Italie du nord
Viganella, petit village encaissé du massif d'Ossola dans le nord de l'Italie, reçoit artificiellement depuis dimanche les rayons du soleil grâce à un miroir géant qui renvoie vers le hameau une lumière directe dont il est privé pendant trois mois d'hiver.
Lors de sa mise en route dimanche, le miroir pesant plus d'une tonne et découpé en 14 panneaux mobiles, a reflété avec succès ses premiers rais de lumière sur Viganella, ont rapporté les médias italiens. Chaque hiver, des premiers jours de novembre à début février, un sommet empêche le soleil d'atteindre le village et contraint pendant 80 jours les habitants à l'ombre et au froid.

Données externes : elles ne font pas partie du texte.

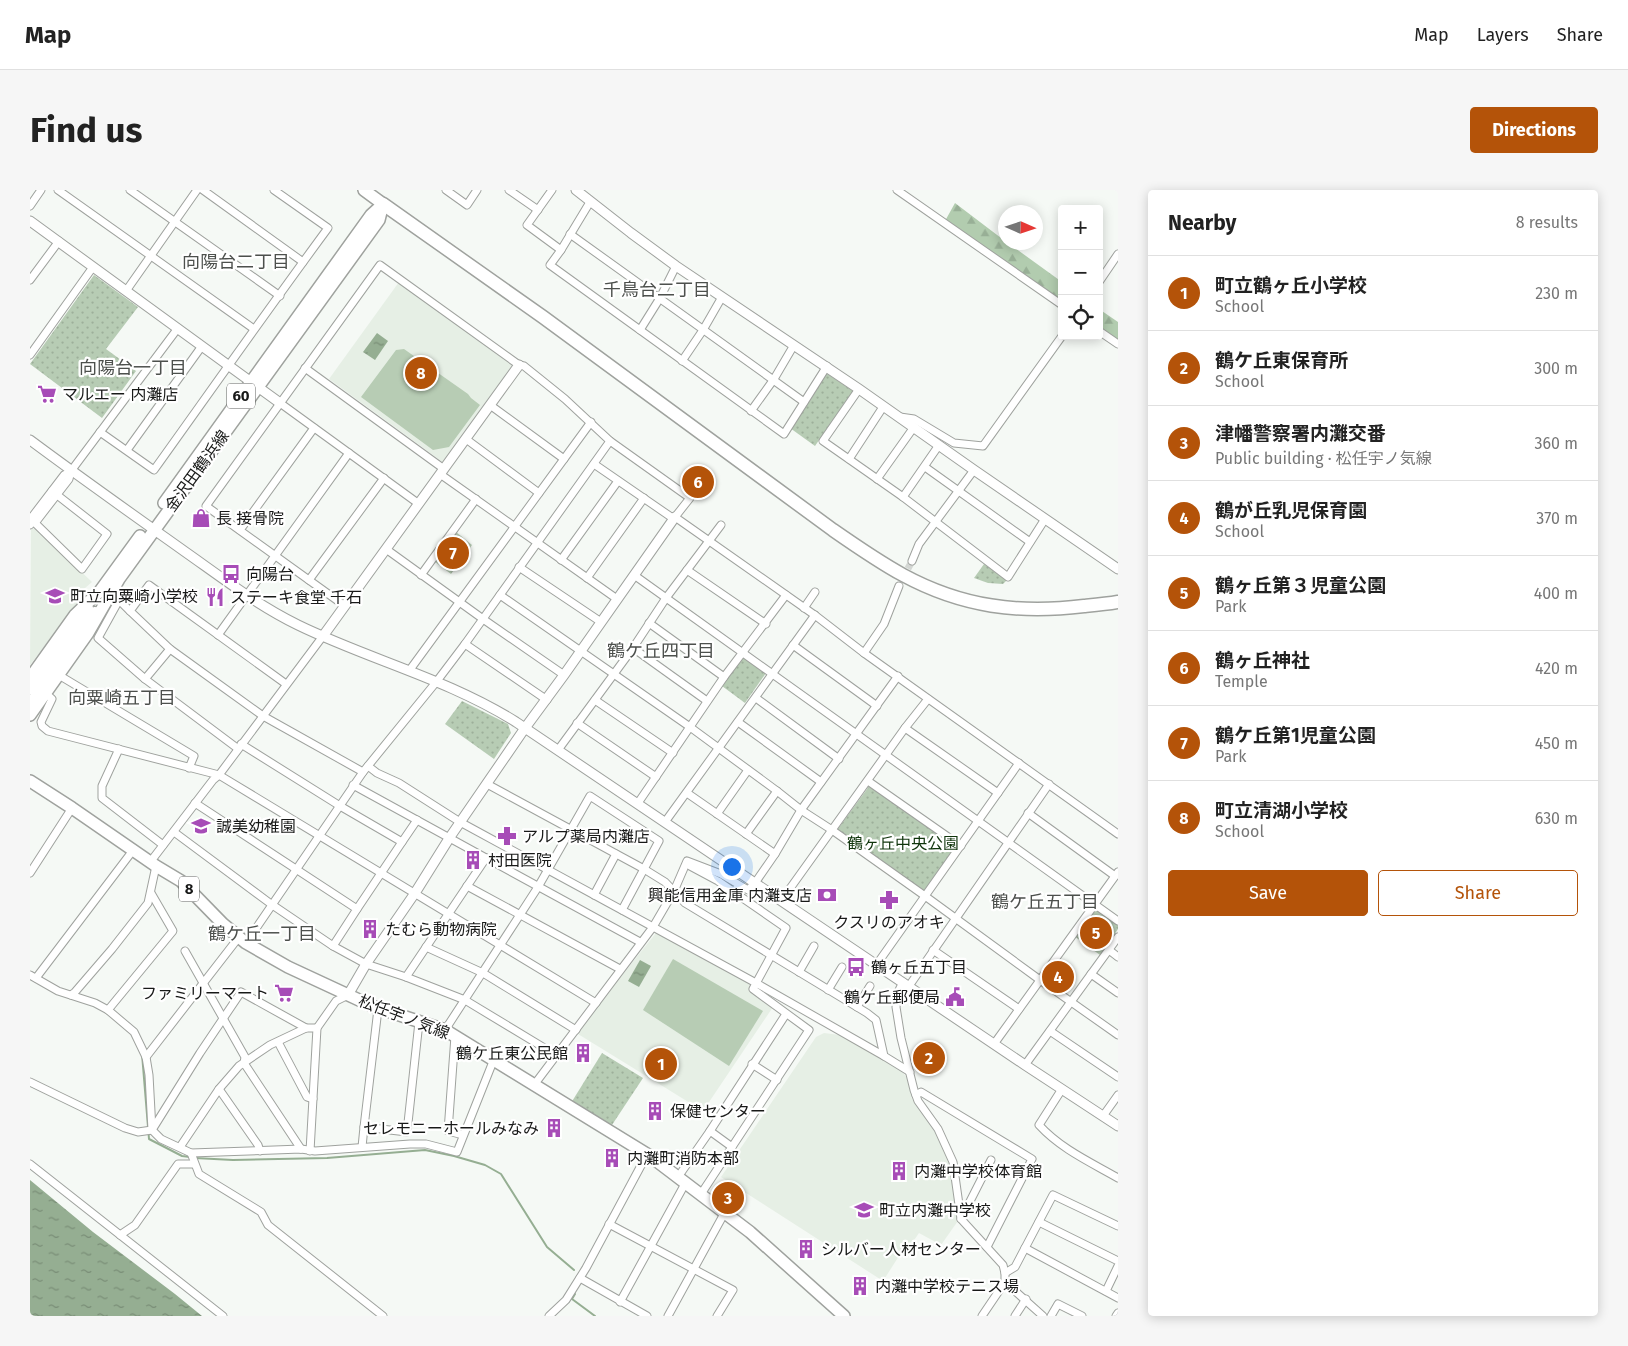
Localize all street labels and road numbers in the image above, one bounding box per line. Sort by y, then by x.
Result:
road number: 60 [227,384,255,408]
street label: 金沢田鶴浜線 [161,427,233,515]
road number: 8 [179,876,199,902]
street label: 松任宇ノ気線 [356,991,452,1043]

"J'attendais ce moment depuis sept ans, lorsqu'avec un ami architecte j'ai commencé à réfléchir sur un moyen de régler le problème du manque de soleil en hiver. Cela n'a pas été facile, nous avons dû chercher les matériaux adaptés, se renseigner sur la technologie, et surtout trouver de l'argent", a commenté le maire Pierfranco Midali, cité par l'agence Ansa.

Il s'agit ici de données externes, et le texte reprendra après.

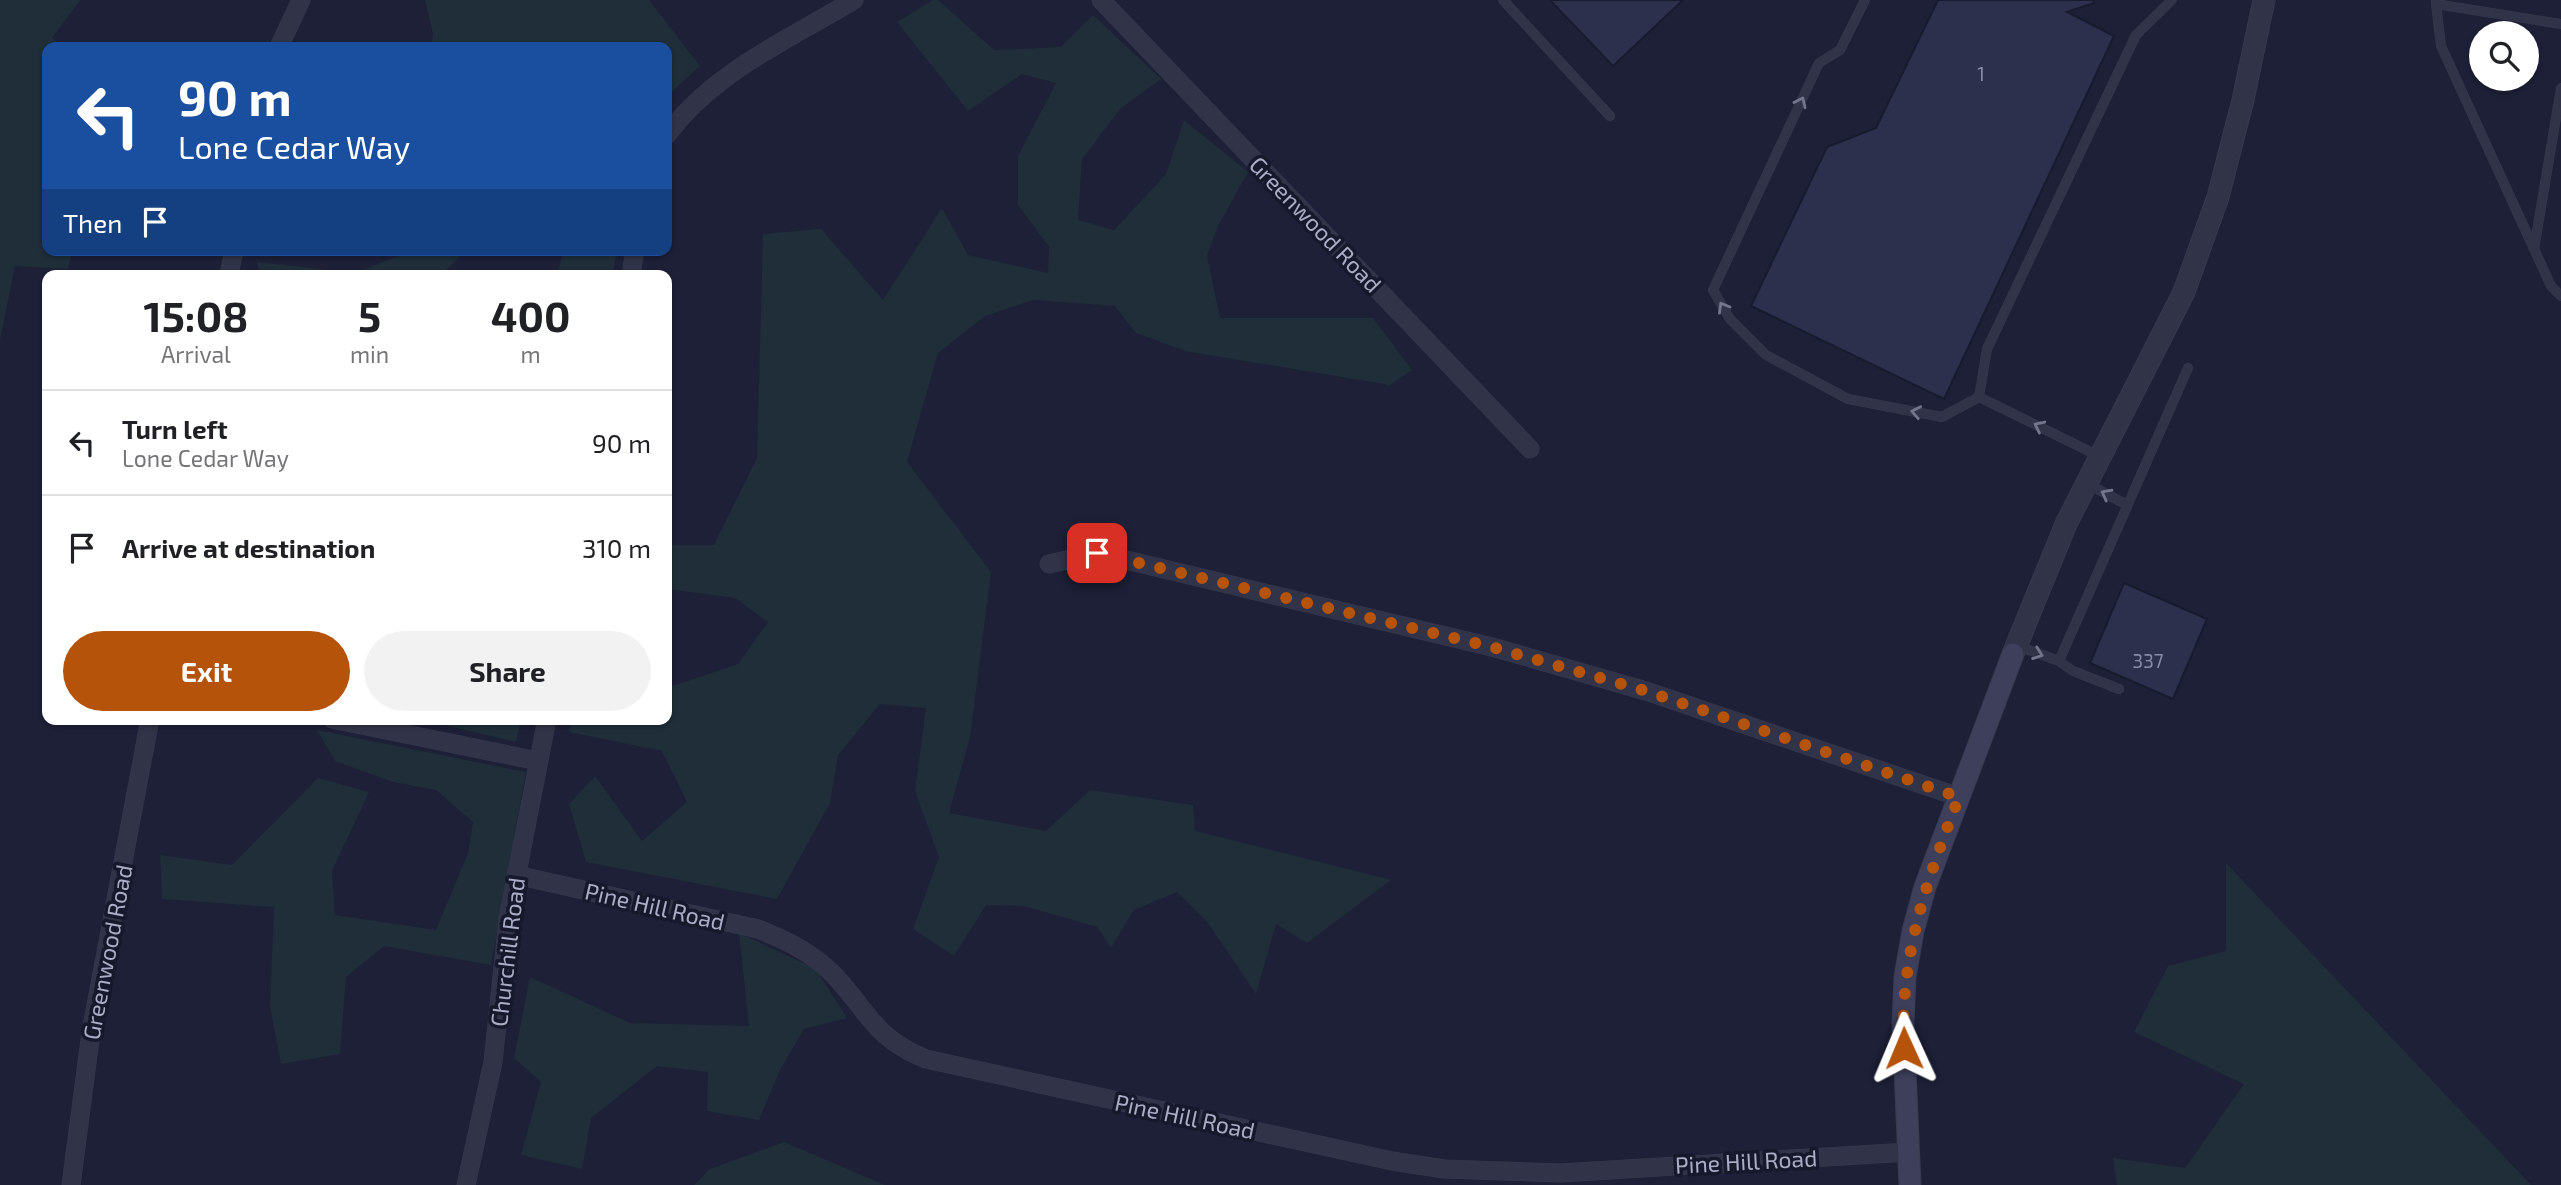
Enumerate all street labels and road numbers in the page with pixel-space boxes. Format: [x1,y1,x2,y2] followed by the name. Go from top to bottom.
[1244,150,1388,298] street label: Greenwood Road
[76,862,138,1042] street label: Greenwood Road
[484,876,530,1028] street label: Churchill Road
[582,876,728,936] street label: Pine Hill Road
[1112,1088,1258,1144] street label: Pine Hill Road
[1674,1143,1818,1179] street label: Pine Hill Road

Le coût de l'opération s'est élevé à 150 000$ (99.900 euros), précise sur son site internet la municipalité, qui indique avoir fait beaucoup d'envieux dans les villages de montagne d'Italie et de Suisse, dont Viganella est toute proche.
11 janvier 2007
Un miroir géant perché à 1 100 mètres d'altitude inonde la place du village de Viganella de la lumière solaire qui lui fait défaut chaque hiver, 83 jours par an. Récit d'une prouesse initiée par le maire de cette bourgade transalpine.
Dino Dimeo
Certains espèrent décrocher la Lune, d'autres accrochent le soleil. A Viganella, Pierfranco Midali, son maire, a voulu le soleil. Il l'a obtenu. Ce soleil pèse plus d'une tonne, mesure 40 m2, et coûte 99 000 euros. Un rêve des plus fous destiné à transformer la vie d'un endroit si vivant l'été, si éteint l'hiver. Un rêve devenu réalité après sept ans de bataille, et qui se concrétise par un miroir articulé placé à 1 100 mètres d'altitude. Depuis quelques semaines, grâce à ce miroir, la lumière inonde toute l'année la place principale de Viganella. Jusqu'alors, ce petit bourg du nord du Piémont, construit au Moyen Age au fond d'une vallée sombre, vivait glacé dans l'ombre des trois mois d'hiver : l'astre suprême ne monte pas assez haut dans le ciel pour l'illuminer de ses rayons.
Aujourd'hui, Viganella a retrouvé un peu de couleur, grâce à l'audace de son premier citoyen, conducteur de locomotives depuis un quart de siècle et astronome amateur par passion. « Vous savez, il y a les Alpes riches et les Alpes pauvres. Celles qui restent toujours dans l'ombre, note avec fatalisme Pierfranco Midali, 47 ans. Ce miroir nous a donné un peu de lumière. Maintenant, on nous situe sur une carte. »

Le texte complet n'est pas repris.